• [Data in this exercise]:
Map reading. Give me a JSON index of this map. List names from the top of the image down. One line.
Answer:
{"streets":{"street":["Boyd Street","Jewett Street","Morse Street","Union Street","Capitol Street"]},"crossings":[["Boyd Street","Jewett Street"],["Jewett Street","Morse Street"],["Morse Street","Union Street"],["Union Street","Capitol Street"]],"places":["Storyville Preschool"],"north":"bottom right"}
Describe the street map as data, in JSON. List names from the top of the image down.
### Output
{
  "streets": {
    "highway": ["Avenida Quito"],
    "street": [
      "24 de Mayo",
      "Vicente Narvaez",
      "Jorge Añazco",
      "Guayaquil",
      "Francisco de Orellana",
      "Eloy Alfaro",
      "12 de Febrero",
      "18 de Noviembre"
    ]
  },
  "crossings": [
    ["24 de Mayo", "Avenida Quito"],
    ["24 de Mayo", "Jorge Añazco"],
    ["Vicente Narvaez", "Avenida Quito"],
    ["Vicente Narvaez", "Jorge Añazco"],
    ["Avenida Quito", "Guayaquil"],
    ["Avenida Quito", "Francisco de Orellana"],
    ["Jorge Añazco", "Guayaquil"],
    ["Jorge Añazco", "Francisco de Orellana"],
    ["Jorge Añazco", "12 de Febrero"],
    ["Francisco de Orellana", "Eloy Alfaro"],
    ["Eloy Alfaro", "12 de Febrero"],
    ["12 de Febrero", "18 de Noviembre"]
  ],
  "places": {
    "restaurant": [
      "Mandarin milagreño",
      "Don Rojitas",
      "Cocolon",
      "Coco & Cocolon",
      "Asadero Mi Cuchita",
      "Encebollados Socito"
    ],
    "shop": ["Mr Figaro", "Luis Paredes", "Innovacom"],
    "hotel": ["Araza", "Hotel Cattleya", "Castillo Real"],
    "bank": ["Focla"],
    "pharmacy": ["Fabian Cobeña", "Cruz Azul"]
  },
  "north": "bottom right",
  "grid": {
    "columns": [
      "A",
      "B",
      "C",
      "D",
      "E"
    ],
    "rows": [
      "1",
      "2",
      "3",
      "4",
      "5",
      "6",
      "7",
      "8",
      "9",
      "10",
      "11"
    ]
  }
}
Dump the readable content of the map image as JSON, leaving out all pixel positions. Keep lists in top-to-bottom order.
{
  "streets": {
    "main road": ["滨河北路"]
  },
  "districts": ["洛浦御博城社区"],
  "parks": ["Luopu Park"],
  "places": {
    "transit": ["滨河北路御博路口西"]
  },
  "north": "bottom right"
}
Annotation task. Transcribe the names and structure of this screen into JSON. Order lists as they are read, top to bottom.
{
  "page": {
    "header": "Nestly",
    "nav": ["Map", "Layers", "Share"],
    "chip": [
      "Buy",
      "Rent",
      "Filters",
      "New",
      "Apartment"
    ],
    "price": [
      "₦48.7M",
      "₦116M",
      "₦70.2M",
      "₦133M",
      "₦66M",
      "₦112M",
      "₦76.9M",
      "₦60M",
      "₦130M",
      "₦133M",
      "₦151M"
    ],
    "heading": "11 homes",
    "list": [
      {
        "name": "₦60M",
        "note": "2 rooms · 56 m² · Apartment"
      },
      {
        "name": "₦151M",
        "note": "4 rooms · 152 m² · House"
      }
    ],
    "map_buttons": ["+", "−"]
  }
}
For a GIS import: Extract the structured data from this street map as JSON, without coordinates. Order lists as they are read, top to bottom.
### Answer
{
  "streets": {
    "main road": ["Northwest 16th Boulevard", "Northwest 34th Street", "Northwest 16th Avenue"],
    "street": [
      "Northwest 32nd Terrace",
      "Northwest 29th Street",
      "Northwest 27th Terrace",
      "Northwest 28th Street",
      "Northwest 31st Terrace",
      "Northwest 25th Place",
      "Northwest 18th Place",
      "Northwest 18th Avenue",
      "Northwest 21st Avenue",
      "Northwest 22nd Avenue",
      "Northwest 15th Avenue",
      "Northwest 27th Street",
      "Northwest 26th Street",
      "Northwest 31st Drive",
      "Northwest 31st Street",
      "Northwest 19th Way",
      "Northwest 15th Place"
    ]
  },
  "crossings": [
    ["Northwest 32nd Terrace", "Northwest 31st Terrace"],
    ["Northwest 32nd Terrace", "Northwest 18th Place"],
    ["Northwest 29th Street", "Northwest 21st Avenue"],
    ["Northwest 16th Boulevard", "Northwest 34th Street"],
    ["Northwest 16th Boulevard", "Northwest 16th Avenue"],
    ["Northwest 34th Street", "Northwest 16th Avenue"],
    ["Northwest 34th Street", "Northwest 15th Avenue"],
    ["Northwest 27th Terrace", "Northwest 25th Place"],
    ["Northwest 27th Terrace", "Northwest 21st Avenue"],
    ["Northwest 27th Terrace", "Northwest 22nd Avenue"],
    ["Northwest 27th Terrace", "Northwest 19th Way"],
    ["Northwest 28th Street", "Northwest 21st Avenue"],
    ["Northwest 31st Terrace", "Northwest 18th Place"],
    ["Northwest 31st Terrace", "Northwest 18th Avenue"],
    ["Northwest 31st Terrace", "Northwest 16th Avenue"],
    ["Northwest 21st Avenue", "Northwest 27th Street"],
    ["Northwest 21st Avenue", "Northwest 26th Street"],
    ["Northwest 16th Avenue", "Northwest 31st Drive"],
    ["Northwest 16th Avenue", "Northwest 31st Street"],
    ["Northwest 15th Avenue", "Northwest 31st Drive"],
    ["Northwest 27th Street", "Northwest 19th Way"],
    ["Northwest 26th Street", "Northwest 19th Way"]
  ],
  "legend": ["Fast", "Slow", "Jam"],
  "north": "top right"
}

• [Work order]:
Search the lines above for the string "Terrace", then show every one that has it.

• [Solution to this problem]:
      "Northwest 32nd Terrace",
      "Northwest 27th Terrace",
      "Northwest 31st Terrace",
    ["Northwest 32nd Terrace", "Northwest 31st Terrace"],
    ["Northwest 32nd Terrace", "Northwest 18th Place"],
    ["Northwest 27th Terrace", "Northwest 25th Place"],
    ["Northwest 27th Terrace", "Northwest 21st Avenue"],
    ["Northwest 27th Terrace", "Northwest 22nd Avenue"],
    ["Northwest 27th Terrace", "Northwest 19th Way"],
    ["Northwest 31st Terrace", "Northwest 18th Place"],
    ["Northwest 31st Terrace", "Northwest 18th Avenue"],
    ["Northwest 31st Terrace", "Northwest 16th Avenue"],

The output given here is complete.